> _About this task_
In the material below, find the line containing "M143,1696l102,-218 54,-211 -14,-51 46,-180" and the line containing "strokePath(primary, '#eae4db', 33);", then reproduce exactly both of them and every line between, and nothing else.
-------
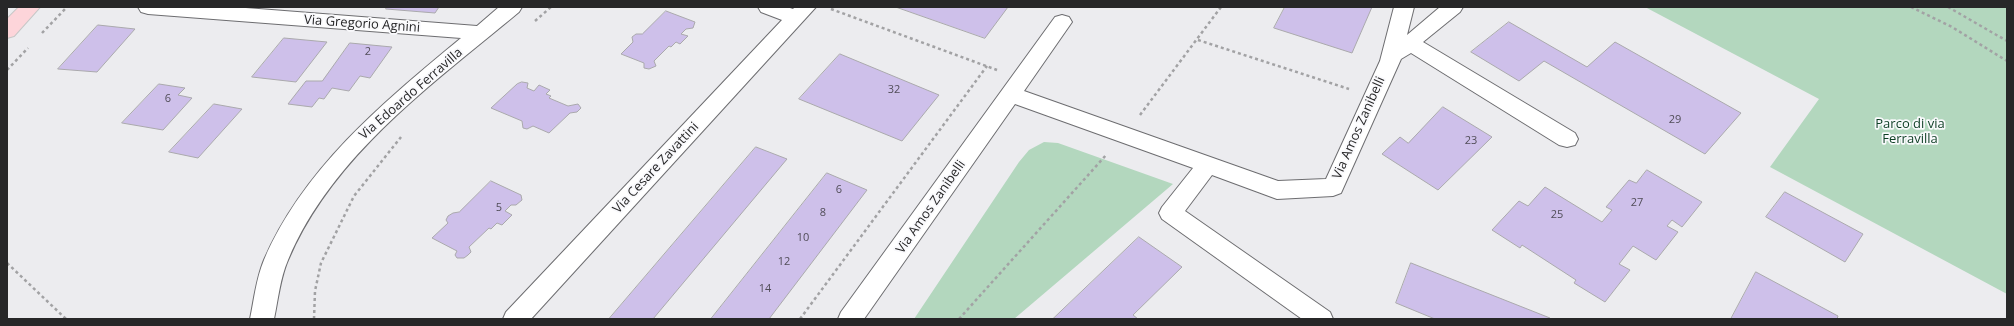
<!DOCTYPE html>
<style>
body{margin:0}
#map{position:relative;width:2014px;height:326px;overflow:hidden;background:#ececef;font-family:"Open Sans",sans-serif}
canvas{display:block}
.frame{position:absolute;inset:0;border:8px solid #272728;pointer-events:none}
</style>
<div id="map">
<canvas width="2014" height="326"></canvas>
<div class="frame"></div>
</div>
<script>
const context = document.querySelector('canvas').getContext('2d');
context.lineJoin = 'round';
function paint(path, color) {
  context.fillStyle = color;
  context.fill(path, 'evenodd');
}
function stroke(path, color, width, dash) {
  context.strokeStyle = color;
  context.lineWidth = width;
  context.lineCap = dash ? 'butt' : 'round';
  context.setLineDash(dash || []);
  context.stroke(path);
}
function label(font, color, halo, rows, align = 'center') {
  context.font = font + ' "Open Sans",sans-serif';
  context.lineWidth = 3.5;
  context.setLineDash([]);
  context.textBaseline = 'middle';
  context.strokeStyle = halo;
  context.fillStyle = color;
  for (const [text, x, y, turn = 0] of rows) {
    context.save();
    context.translate(x, y);
    context.rotate((+turn || 0) * Math.PI / 180);
    context.textAlign = isNaN(turn) ? turn : align;
    if (halo) context.strokeText(text, 0, 0);
    context.fillText(text, 0, 0);
    context.restore();
  }
}
paint(new Path2D(`
 M1645 7H2007V294L1770 167 1819 99Z
 M1044 142 1058 143 1173 184 1014 319H914L1019 162 1029 150Z`), '#b3d7be');
const building = new Path2D(`
 M387 7H439L435 13 386 9Z
 M896 7H1008L985 38Z
 M1285 7H1372L1352 53 1274 28Z
 M666 11 695 22 693 28 686 29 681 34 688 36 680 44 676 42 671 47 669 46 654 61 656 66 649 69 644 68V63L621 54 633 42 632 37 636 34H642Z
 M1509 22 1587 67 1615 42 1741 113 1705 154 1544 61 1519 81 1471 52Z
 M98 25 135 29 97 72 58 69Z
 M284 38 327 42 296 82 252 77Z
 M350 43 392 47 370 78 360 76 349 91 332 88 324 99 319 98 312 107 288 104 306 81H322Z
 M840 54 939 95 902 141 799 99Z
 M522 82 528 83 527 88 534 91 539 85 550 90 546 94 551 96 549 98 568 106 578 104 581 108 577 112 570 113 549 133 533 126 527 129 523 128 522 121 491 108 517 84Z
 M159 84 185 88 178 95 192 98 163 130 122 123Z
 M214 104 242 109 198 158 169 152Z
 M1443 107 1492 137 1438 190 1382 154 1400 137 1408 143Z
 M756 147 787 159 653 319H609Z
 M1647 170 1702 202 1682 227 1672 220 1667 226 1678 232 1656 260 1633 246 1619 264 1630 270 1605 302 1574 283 1576 280 1522 245 1520 248 1492 230 1519 201 1528 206 1545 187 1602 222 1612 210 1606 207 1629 180 1636 183Z
 M827 173 867 190 769 319H711Z
 M491 181 521 195 522 200 516 205H511L505 211 512 215 502 225 497 223 491 229 489 228 469 247 471 252 468 255 464 258H457L455 255 457 251 432 238 448 223 446 220 448 216 453 213 459 212Z
 M1785 192 1863 234 1845 262 1766 217Z
 M1139 237 1182 267 1133 315 1138 319H1053Z
 M1411 263 1550 318V319H1435L1396 303Z
 M1756 272 1838 316 1837 319H1731Z`);
paint(building, '#cec0ea');
stroke(building, '#aaa9ac', 1);
const minor = new Path2D(`
 M138 7H233L477 26 499 7H522L519 12C434 83 332 155 288 260 280 278 278 300 274 319H250C254 300 256 279 264 260 304 167 385 101 461 38L148 14 141 12Z
 M758 7H787L793 9 795 7H816L531 319H503L506 312 782 20 761 12Z
 M1394 7H1414L1407 35 1440 7H1463L1460 12 1423 42 1575 133 1578 139 1575 145 1567 147 1559 145 1411 53 1401 59 1341 193 1333 196 1277 199 1212 175 1185 211 1330 312 1333 319H1302L1162 219 1159 213 1162 207 1193 168 1015 104 864 319H838L841 312 1055 17 1062 15 1069 17 1072 22 1024 91 1278 181 1326 179 1380 61Z`);
const major = new Path2D(`
 M19 7H40L14 36 7 38V19Z`);
stroke(minor, '#6d6d70', 2);
stroke(major, '#c7c7c7', 2);
stroke(new Path2D(`
 M1911 7 1952 27 2007 61
 M1948 7 2007 41
 M831 9 997 70
 M535 21 551 7
 M42 33 67 7
 M1198 40 1349 89
 M7 70 28 48
 M1140 115 1221 7
 M7 263 66 319
 M314 319 315 291 321 263 354 196 401 137
 M800 319 987 66
 M959 319 1107 154`), '#a2a2a4', 2.5, [3, 3]);
paint(minor, '#fff');
paint(major, '#fdd5da');
label('11px', '#514d58', null, [
 ["2",368,52],
 ["32",894,90],
 ["6",168,99],
 ["29",1675,120],
 ["23",1471,141],
 ["6",839,190],
 ["27",1637,203],
 ["5",499,208],
 ["8",823,213],
 ["25",1557,215],
 ["10",803,238],
 ["12",784,262],
 ["14",765,289]
]);
label('13px', '#272728', '#f9f9fc', [
 ["Via Gregorio Agnini",362,24,4],
 ["Via Edoardo Ferravilla",411,94,-41],
 ["Via Amos Zanibelli",1359,128,-66],
 ["Via Cesare Zavattini",656,168,-47],
 ["Via Amos Zanibelli",931,207,-55]
]);
label('13px', '#0c3e23', '#f9f9fc', [
 ["Parco di via",1910,124],
 ["Ferravilla",1910,139]
]);
</script>
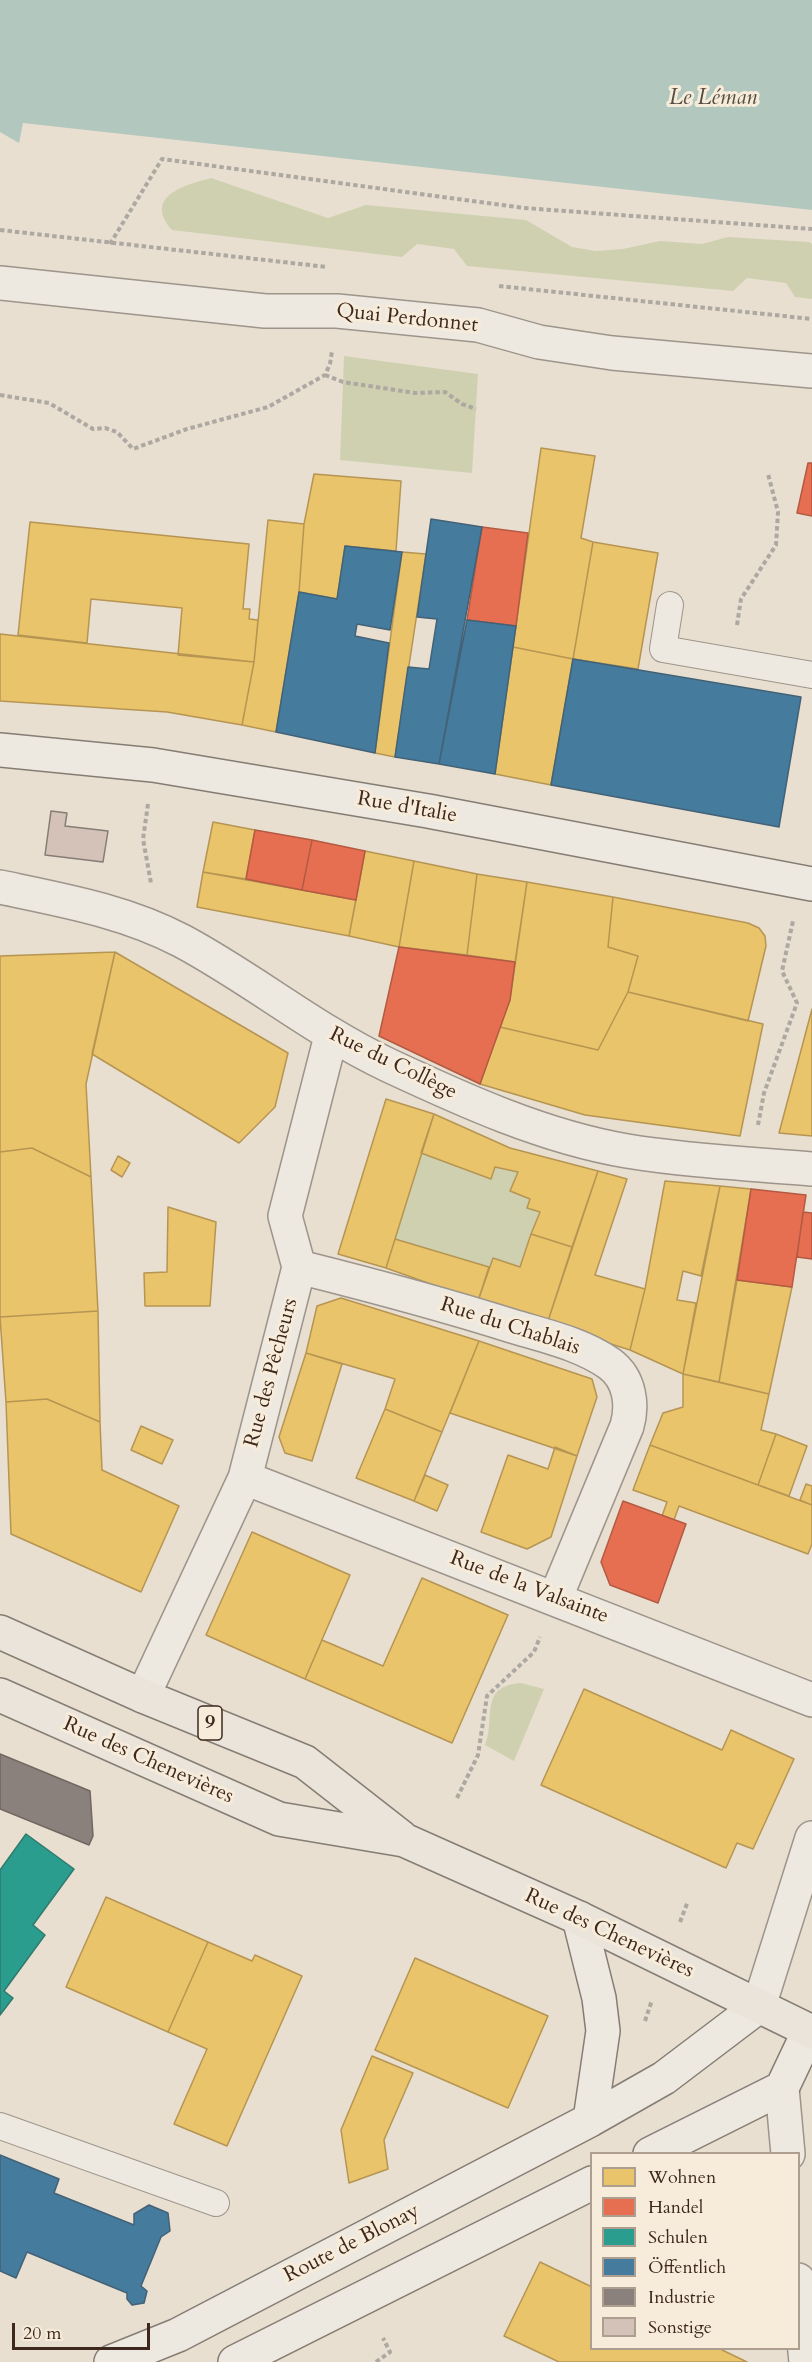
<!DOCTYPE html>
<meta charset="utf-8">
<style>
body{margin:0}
#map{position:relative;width:812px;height:2362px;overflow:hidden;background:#e8dfd0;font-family:Cardo,serif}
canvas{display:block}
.legend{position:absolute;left:590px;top:2152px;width:210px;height:198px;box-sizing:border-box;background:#f7ecda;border:2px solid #ad9e8f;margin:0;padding:8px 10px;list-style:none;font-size:18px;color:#3e281e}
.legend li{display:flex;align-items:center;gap:12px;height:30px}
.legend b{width:30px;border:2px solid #ad9e8f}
.scale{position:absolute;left:12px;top:2323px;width:138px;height:27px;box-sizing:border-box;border:3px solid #3e281e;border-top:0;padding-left:8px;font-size:18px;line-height:21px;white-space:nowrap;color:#3e281e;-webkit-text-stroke:4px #f7ecda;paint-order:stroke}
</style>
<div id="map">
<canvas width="812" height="2362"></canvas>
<ul class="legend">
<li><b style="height:16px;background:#e9c46a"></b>Wohnen</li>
<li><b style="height:16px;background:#e76f51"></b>Handel</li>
<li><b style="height:16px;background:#2a9d8f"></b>Schulen</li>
<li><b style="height:16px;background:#457b9d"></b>Öffentlich</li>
<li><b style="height:16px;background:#8a817c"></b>Industrie</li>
<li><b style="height:16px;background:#d4c1b8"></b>Sonstige</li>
</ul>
<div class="scale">20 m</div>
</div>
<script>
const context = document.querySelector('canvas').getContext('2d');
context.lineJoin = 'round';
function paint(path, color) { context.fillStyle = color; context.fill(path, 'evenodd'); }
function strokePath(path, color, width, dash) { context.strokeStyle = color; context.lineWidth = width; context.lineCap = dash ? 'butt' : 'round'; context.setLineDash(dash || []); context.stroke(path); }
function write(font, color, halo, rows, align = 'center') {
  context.font = font + ' Cardo,serif'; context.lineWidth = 6; context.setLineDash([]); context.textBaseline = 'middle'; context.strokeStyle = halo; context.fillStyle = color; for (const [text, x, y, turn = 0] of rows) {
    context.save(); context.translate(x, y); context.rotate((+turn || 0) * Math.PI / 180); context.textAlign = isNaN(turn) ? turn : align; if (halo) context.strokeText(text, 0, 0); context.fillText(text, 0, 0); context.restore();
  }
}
paint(new Path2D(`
 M211,178l117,40 38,-13 160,15 46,27 24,4 27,-2 37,-8 42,3 26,-7 81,5 3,2v55l-17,-2 -9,-14 -39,-5 -14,13 -266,-25 -13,-17 -37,-5 -15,13 -230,-27c-29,-33 12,-45 39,-52z
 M344,356l134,18 -6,99 -132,-13z
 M421,1153l70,26 4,-12 23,5 12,27 -3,9 13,4 -20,55 -27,-9 -4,9 -94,-28z
 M521,1683l23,6 -30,72 -29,-16c11,-26 -7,-59 36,-62z`), '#cfd0b0');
paint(new Path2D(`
 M0,0h812v210l-789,-87 -4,20 -19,-11z`), '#b2c7be');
const homes = new Path2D(`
 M541,448l54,8 -14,82 12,4 -20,117 -60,-12z
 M314,474l87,7 -5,70 -51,-5 -8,53 -38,-7 5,-68z
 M268,520l36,4 -5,68 -23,140 -34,-7 12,-63z
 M30,522l219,22 -6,65h7l-1,10 9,1 -4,42 -76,-7 4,-47 -91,-9 -4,44 -69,-8z
 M593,542l65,11 -20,116 -65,-10z
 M402,552l24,2 -31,203 -20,-4z
 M0,634l254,28 -12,63 -75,-13 -167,-11z
 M513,647l60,12 -22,126 -56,-11z
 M213,822l42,8 -9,49 -43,-7z
 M365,851l49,10 -15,86 -50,-11z
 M414,861l63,13 -10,81 -68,-8z
 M203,872l153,28 -7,36 -152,-29z
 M477,874l50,8 -12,80 -48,-7z
 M527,882l86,15 -5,50 30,9 -10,36 -30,58 -98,-23 10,-27z
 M613,897l135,26 11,5 6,8 1,10 -18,75 -120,-29 10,-36 -30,-9z
 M115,952l173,101 -13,54 -36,36 -147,-89z
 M115,952l-29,132 5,93 -59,-29 -32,4v-196z
 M628,992l135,32 -23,112 -155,-21 -105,-31 20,-57 98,23z
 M812,1009v127l-33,-3z
 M386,1099l48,15 -48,154 -48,-14z
 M434,1114l76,34 88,23 -26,76 -41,-13 9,-22 -13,-4 3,-9 -20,-8 8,-19 -23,-5 -4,12 -70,-26z
 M32,1148l59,29 7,134 -98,6v-165z
 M118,1156l12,7 -8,14 -11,-7z
 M598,1171l29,8 -32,96 50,14 -15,61 -83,-26z
 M665,1181l55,5 -19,90 -18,-5 -6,29 19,3 -13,71 -53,-24 15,-61z
 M720,1186l31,3 -32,193 -36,-8z
 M168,1207l48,15 -6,84h-65l-1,-33 23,-1z
 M531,1234l41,13 -25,77 -69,-23 15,-43 27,9z
 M395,1239l94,28 -11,34 -92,-33z
 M737,1280l55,7 -23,107 -50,-12z
 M341,1298l138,43 -37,91 -57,-23 10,-30 -89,-26 11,-47z
 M98,1311l2,111 -53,-23 -41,3 -6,-85z
 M479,1341l113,38 5,18 -20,59 -127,-43z
 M306,1353l36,11 -30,97 -27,-8 -6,-16z
 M683,1374l86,20 -8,36 15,4 -18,51 -108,-40 13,-32 20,-6z
 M47,1399l53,23 2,48 77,36 -38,86 -130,-58 -5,-132z
 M385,1409l57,23 -28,69 -58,-23z
 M141,1426l32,14 -11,24 -31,-14z
 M776,1434l31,12 -18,50 -31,-11z
 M650,1445l162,60v39l-4,10 -129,-48 -5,14 -12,-4 5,-14 -34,-12z
 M555,1447l22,9 -26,81 -24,12 -46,-17 27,-77 40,14z
 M425,1475l23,10 -11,26 -23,-10z
 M806,1484l6,2v19l-12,-5z
 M252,1532l98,43 -45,104 -99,-44z
 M422,1578l86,37 -56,128 -147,-64 17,-39 61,26z
 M584,1689l138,61 9,-20 63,29 -41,90 -16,-6 -11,25 -185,-83z
 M106,1897l102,45 -40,90 -102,-45z
 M208,1942l44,19 3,-6 47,21 -75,170 -53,-22 33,-75 -39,-17z
 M415,1958l133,58 -40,92 -133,-58z
 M372,2056l41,17 -29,67 4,29 -39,14 -8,-53z
 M540,2262l52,25v61h126l29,14h-188l-55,-26z`);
paint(homes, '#e9c46a');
strokePath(homes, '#b69553', 1.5);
const shops = new Path2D(`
 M808,463h4v53l-15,-3z
 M482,527l46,6 -12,93 -49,-6z
 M255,830l57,10 -10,50 -56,-11z
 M312,840l53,11 -9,49 -54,-10z
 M399,947l116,15 -5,38 -30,84 -101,-48z
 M751,1189l55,6 -14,92 -55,-7z
 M803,1212l9,1v46l-15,-2z
 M623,1501l63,23 -28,79 -48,-18 -9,-23z`);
paint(shops, '#e76f51');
strokePath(shops, '#b45a42', 1.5);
const schools = new Path2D(`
 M26,1834l48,35 -41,56 12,10 -41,56 9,7 -13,17v-145z`);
paint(schools, '#2a9d8f');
strokePath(schools, '#307a6d', 1.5);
const public = new Path2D(`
 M431,519l51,8 -43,237 -44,-7 13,-90 21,2 8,-50 -20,-2z
 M345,546l57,6 -12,78 -33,-6 -2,12 34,7 -14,110 -99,-21 23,-140 38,7z
 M467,620l49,6 -21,148 -56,-10z
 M573,659l228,38 -22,130 -228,-42z
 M0,2155l59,24 -5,14 80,32v-11l15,-9 19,8 2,18 -9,6 -20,49 6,5 -3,12 -12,2 -5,-6v-6l-100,-41 -11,26 -16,-7z`);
paint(public, '#457b9d');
strokePath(public, '#436277', 1.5);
const industry = new Path2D(`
 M0,1754l90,37 3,45 -4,9 -89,-36z`);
paint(industry, '#8a817c');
strokePath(industry, '#736660', 1.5);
const building = new Path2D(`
 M51,811l16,2 -2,13 43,5 -5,31 -58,-7z`);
paint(building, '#d4c1b8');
strokePath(building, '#857d74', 1.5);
const lane = new Path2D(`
 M670,605l-7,44 149,26
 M0,2126l216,77`);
const street = new Path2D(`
 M0,283l265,28h72l141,14 61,17 73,11 200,18
 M0,887c62,13 125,24 182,54 71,38 132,89 206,124 75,35 156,72 239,86 61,10 124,13 185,18
 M299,1267c72,18 143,37 213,59 33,10 70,18 98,38 20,15 23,41 17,62l-72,173
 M245,1478l567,222
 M143,1696l102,-218 54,-211 -14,-51 46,-180
 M759,2006l53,-168
 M782,2088l6,66
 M798,2280l8,82`);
const secondary = new Path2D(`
 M0,750l153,15 275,46 384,73
 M579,1918l20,80 4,33 -13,89
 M650,2154l132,-66 27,-57
 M111,2362l67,-27 412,-215 74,-42 95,-72
 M235,2362l357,-179`);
const primary = new Path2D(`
 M0,1632l143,64 162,66 96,75
 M0,1695l279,124 125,21 175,78 233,114`);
strokePath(lane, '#9d958b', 28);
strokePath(street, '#9d958b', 36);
strokePath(secondary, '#857d74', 36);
strokePath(primary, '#857d74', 36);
strokePath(new Path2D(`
 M0,230l327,37
 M110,244l52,-85 362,49 288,21
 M499,286l313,33
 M325,375l18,7 72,11 30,-1 17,12 14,5
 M0,395l49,8 44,26 12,-1 12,4 16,17 54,-20 81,-22 57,-32 5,-11 2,-13
 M737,625l4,-26 35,-54 2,-33 -10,-38
 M148,804l-5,35 8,44
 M758,1125l6,-32 33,-90 -15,-32 11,-50
 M457,1798l21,-43 9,-59 47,-44 6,-15
 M680,1922l8,-21
 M645,2021l7,-21
 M376,2362l14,-10 -7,-14`), '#ada8a1', 4, [4.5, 3]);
strokePath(lane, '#ede8e0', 26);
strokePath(street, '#ede8e0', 33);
strokePath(secondary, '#ede8e0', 33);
strokePath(primary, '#eae4db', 33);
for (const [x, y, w] of [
 [210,1723,24]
]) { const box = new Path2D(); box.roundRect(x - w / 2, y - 17, w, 34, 4.5); context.fillStyle = '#f7ecda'; context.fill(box); strokePath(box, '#3e281e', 1.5); }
write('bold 20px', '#3e281e', null, [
 ["9",210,1723]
]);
write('21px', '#3e281e', '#f7ecda', [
 ["Quai Perdonnet",407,319,6],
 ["Rue d'Italie",407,808,10],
 ["Rue du Collège",393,1064,26],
 ["Rue du Chablais",510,1327,18],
 ["Rue des Pêcheurs",272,1373,-75],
 ["Rue de la Valsainte",529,1588,21],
 ["Rue des Chenevières",148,1761,24],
 ["Rue des Chenevières",609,1934,25],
 ["Route de Blonay",352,2244,-27]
]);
write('italic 22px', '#554d44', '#f7ecda', [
 ["Le Léman",713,99]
]);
</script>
-------
> _Solution to the problem_
 M143,1696l102,-218 54,-211 -14,-51 46,-180
 M759,2006l53,-168
 M782,2088l6,66
 M798,2280l8,82`);
const secondary = new Path2D(`
 M0,750l153,15 275,46 384,73
 M579,1918l20,80 4,33 -13,89
 M650,2154l132,-66 27,-57
 M111,2362l67,-27 412,-215 74,-42 95,-72
 M235,2362l357,-179`);
const primary = new Path2D(`
 M0,1632l143,64 162,66 96,75
 M0,1695l279,124 125,21 175,78 233,114`);
strokePath(lane, '#9d958b', 28);
strokePath(street, '#9d958b', 36);
strokePath(secondary, '#857d74', 36);
strokePath(primary, '#857d74', 36);
strokePath(new Path2D(`
 M0,230l327,37
 M110,244l52,-85 362,49 288,21
 M499,286l313,33
 M325,375l18,7 72,11 30,-1 17,12 14,5
 M0,395l49,8 44,26 12,-1 12,4 16,17 54,-20 81,-22 57,-32 5,-11 2,-13
 M737,625l4,-26 35,-54 2,-33 -10,-38
 M148,804l-5,35 8,44
 M758,1125l6,-32 33,-90 -15,-32 11,-50
 M457,1798l21,-43 9,-59 47,-44 6,-15
 M680,1922l8,-21
 M645,2021l7,-21
 M376,2362l14,-10 -7,-14`), '#ada8a1', 4, [4.5, 3]);
strokePath(lane, '#ede8e0', 26);
strokePath(street, '#ede8e0', 33);
strokePath(secondary, '#ede8e0', 33);
strokePath(primary, '#eae4db', 33);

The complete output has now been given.